Furthermore, studies suggest that married people have a lower prevalence of psychological and psychiatric disorders, higher self-ratings of mental health, and more optimistic attitudes in comparison to their never-married and previously married counterparts. Similarity, married people have also shown lower rate of outpatient treatment for mental illness, lower rate of admission to psychiatric facilities, and a lower suicide rate. Following from above, one may be tempted to believe that marital status is likely to influence stigmatization of psychiatric patients. In other words, married health care workers are likely to show les stigmatization for patients than their single counterparts. One’s choice of specialization is likely to determine one’s stigmatization status.
Specialization influences stigmatization of psychiatric patients. The need for quality and standardization of graduate medical education necessitated specialization. This field contains the segment of the population that a health care service provider chooses to service a specific medical service, a specialization in treating a specific disease, or any other descriptive characteristics about the provider’s practice relating to the services rendered of the practitioner at a specific organization unit. Rank deals with position one occupies. Studies have shown that qualified staff general felt better equipped to cope with psychiatric patients depending on their psychiatric experience. Filipcic (2003) observes that trainee doctors have been found to have stigmatizing attitudes to mental illness, largely based upon fear and ignorance. There are some theories pertinent in this work.

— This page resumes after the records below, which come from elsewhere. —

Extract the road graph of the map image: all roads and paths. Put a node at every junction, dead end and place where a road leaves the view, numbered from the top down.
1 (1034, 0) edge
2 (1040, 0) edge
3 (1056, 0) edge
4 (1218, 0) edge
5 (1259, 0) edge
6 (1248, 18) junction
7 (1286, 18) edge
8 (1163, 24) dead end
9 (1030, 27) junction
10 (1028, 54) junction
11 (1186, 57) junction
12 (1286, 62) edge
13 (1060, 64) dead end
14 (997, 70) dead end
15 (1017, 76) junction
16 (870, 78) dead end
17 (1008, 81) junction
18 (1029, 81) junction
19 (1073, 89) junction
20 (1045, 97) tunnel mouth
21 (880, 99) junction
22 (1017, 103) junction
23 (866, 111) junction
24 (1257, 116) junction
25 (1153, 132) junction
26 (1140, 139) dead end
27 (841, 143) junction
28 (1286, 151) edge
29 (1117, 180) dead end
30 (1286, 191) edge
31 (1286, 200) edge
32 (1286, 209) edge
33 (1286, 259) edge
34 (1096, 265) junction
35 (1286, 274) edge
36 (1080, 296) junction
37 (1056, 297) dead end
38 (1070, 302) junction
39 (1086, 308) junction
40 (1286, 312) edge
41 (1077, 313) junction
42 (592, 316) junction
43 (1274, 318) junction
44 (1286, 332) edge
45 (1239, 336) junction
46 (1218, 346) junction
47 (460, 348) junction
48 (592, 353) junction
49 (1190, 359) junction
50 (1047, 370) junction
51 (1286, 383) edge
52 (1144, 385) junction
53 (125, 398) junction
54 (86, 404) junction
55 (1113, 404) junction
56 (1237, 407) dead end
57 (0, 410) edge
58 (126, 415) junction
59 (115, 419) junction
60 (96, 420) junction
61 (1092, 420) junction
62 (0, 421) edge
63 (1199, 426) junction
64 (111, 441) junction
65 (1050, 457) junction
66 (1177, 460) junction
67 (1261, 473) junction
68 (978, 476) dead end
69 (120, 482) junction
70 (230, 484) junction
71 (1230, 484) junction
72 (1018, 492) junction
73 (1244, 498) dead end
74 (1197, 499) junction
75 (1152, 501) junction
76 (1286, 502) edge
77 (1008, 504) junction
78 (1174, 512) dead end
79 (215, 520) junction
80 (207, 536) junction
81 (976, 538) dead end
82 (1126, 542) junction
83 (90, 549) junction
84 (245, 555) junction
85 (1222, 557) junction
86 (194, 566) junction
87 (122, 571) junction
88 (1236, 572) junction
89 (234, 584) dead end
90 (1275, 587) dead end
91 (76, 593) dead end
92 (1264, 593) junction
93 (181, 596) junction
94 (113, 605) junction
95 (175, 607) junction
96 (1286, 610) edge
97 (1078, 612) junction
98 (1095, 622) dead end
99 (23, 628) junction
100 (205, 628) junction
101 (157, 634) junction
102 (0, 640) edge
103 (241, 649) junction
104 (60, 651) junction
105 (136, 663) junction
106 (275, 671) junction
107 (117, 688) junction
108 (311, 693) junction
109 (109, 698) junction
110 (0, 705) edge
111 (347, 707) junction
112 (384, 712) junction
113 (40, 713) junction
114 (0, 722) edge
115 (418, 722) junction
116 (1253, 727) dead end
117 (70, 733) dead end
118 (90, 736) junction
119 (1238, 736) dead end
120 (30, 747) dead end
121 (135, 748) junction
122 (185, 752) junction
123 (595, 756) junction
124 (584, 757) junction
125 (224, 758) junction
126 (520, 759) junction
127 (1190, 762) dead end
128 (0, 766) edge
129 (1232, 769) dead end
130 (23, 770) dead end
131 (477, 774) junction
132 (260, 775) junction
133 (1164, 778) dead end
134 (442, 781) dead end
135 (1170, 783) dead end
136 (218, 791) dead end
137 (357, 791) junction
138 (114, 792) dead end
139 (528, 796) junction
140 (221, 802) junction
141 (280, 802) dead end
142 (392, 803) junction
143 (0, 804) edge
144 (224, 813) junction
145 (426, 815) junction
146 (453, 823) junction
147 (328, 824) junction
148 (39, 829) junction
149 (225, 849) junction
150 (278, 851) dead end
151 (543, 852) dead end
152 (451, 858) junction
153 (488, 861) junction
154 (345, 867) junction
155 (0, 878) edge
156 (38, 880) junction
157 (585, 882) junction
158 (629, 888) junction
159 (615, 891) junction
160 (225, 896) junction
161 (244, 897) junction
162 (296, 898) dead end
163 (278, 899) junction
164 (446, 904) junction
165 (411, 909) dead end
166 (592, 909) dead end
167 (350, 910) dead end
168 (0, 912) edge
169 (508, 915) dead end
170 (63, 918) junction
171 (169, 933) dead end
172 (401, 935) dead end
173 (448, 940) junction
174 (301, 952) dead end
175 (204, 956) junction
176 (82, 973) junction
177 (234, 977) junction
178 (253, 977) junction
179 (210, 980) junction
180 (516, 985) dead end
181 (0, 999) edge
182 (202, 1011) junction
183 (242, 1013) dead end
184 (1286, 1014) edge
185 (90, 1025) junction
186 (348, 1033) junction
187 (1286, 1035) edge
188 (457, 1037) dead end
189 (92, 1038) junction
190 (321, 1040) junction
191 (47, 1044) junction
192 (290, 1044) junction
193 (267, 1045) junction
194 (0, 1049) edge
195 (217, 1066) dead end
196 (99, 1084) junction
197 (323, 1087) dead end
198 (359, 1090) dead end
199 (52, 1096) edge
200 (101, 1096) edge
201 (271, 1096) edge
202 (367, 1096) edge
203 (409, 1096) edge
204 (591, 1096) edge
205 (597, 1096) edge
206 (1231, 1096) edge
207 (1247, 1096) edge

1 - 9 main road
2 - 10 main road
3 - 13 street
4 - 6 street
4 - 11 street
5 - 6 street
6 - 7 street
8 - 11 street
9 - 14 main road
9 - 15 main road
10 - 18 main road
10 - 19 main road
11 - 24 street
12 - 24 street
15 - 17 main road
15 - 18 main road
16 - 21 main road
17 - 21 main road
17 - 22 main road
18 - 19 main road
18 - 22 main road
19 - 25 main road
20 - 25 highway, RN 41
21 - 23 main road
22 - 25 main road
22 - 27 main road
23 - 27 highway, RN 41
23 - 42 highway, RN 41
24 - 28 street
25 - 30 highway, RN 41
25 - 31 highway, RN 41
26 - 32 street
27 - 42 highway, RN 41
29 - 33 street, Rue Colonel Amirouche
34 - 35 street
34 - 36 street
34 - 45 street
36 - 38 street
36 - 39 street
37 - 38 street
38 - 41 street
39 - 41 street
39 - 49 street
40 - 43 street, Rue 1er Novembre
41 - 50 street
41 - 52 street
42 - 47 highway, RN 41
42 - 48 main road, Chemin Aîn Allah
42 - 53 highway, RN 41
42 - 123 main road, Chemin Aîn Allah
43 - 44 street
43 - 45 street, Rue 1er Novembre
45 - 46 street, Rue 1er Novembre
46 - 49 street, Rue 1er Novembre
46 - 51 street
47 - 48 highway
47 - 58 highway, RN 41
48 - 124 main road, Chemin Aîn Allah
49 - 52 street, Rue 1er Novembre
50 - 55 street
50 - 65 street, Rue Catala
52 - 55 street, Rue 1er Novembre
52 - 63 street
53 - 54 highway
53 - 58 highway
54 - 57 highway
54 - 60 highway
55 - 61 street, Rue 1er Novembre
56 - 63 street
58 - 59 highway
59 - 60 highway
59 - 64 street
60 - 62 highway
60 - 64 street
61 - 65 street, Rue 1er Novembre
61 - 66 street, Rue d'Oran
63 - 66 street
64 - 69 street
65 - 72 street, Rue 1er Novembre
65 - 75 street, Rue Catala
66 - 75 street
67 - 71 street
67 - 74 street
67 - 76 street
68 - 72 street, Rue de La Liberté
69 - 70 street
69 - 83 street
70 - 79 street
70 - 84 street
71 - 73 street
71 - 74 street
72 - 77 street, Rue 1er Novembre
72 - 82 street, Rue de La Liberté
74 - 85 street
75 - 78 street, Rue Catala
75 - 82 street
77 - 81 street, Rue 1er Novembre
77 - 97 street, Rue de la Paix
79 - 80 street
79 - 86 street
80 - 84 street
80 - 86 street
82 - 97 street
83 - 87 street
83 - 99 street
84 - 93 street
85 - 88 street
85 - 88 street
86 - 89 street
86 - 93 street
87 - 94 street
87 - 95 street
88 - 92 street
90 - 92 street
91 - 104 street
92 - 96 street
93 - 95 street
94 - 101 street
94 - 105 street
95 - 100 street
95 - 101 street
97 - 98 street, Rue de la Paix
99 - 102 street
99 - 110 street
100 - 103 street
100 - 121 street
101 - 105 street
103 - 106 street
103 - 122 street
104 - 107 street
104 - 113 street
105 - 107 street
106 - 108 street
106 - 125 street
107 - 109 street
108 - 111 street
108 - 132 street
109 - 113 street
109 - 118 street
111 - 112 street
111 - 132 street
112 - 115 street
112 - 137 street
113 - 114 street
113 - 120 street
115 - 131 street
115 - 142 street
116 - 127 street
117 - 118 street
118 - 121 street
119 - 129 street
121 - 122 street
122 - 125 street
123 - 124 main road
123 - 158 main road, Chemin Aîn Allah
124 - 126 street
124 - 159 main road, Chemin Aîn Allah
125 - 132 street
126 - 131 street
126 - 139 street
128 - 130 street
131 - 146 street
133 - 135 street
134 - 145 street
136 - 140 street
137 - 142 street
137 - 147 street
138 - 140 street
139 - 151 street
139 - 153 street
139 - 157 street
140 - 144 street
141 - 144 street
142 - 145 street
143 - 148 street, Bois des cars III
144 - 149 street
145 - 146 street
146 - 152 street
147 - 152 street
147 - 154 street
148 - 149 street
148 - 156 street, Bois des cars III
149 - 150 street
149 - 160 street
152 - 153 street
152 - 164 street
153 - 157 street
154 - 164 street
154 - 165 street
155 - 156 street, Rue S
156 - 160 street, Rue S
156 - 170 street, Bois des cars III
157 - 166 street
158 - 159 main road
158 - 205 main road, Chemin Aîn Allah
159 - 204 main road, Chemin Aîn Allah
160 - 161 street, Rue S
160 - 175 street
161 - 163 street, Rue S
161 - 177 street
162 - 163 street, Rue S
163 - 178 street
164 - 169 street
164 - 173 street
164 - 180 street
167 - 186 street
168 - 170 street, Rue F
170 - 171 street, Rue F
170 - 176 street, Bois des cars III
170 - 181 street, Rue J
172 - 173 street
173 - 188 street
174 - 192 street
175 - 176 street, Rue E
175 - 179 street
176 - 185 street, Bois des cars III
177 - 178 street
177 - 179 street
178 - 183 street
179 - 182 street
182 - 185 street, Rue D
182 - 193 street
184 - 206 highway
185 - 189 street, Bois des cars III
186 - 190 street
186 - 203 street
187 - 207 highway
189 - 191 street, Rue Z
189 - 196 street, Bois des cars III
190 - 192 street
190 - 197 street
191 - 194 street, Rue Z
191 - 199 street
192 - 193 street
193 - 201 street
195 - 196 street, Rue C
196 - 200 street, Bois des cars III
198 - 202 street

This study was anchored on four theories. These were theories of reasoned action, social learning theory, labeling theory, and unitary theory of stigmatization. Theory of reasoned action is based on the assumption that most behaviour of social relevance are under willful control. According to this theory, a person’s intention to perform a specific behaviour is a function of two factors namely attitude (positive or negative) towards the behaviour and the influence of the social environment on the behaviour. Social learning theory plays significant role in understanding of how society transmits stigmatization from one generation to another.
The social learning theory maintains that environment which includes family members, friends, colleagues and physical environment influences the behaviour of the public. The young members of the public are likely to stigmatize and discriminate against the mentally ill because others members of the society do. They are likely to emulate the behaviour of the older members of public and interpret it as a norm. The next important theory is labeling theory which deals with deviant behaviour or social stigma.
The labeling theory is concerned with how the self-identity and behaviour of individuals may be determined or influenced by the terms used to describe or classify them. This theory viewed stigma as a powerfully negative label that changes a person’s self-concept and social identity. The unitary theory of stigmatization helps to unravel the purpose of the stigmatizers.
The unitary theory of stigmatization is of the view that labeling and discrimination of others could occur even when the labeled individuals do not portray the features, characteristics or deviant behaviour in which they are being labeled and discriminated against. The theory maintains that stigmatization can sometimes be tied so closely to self- interest which is the basis of most human behaviour.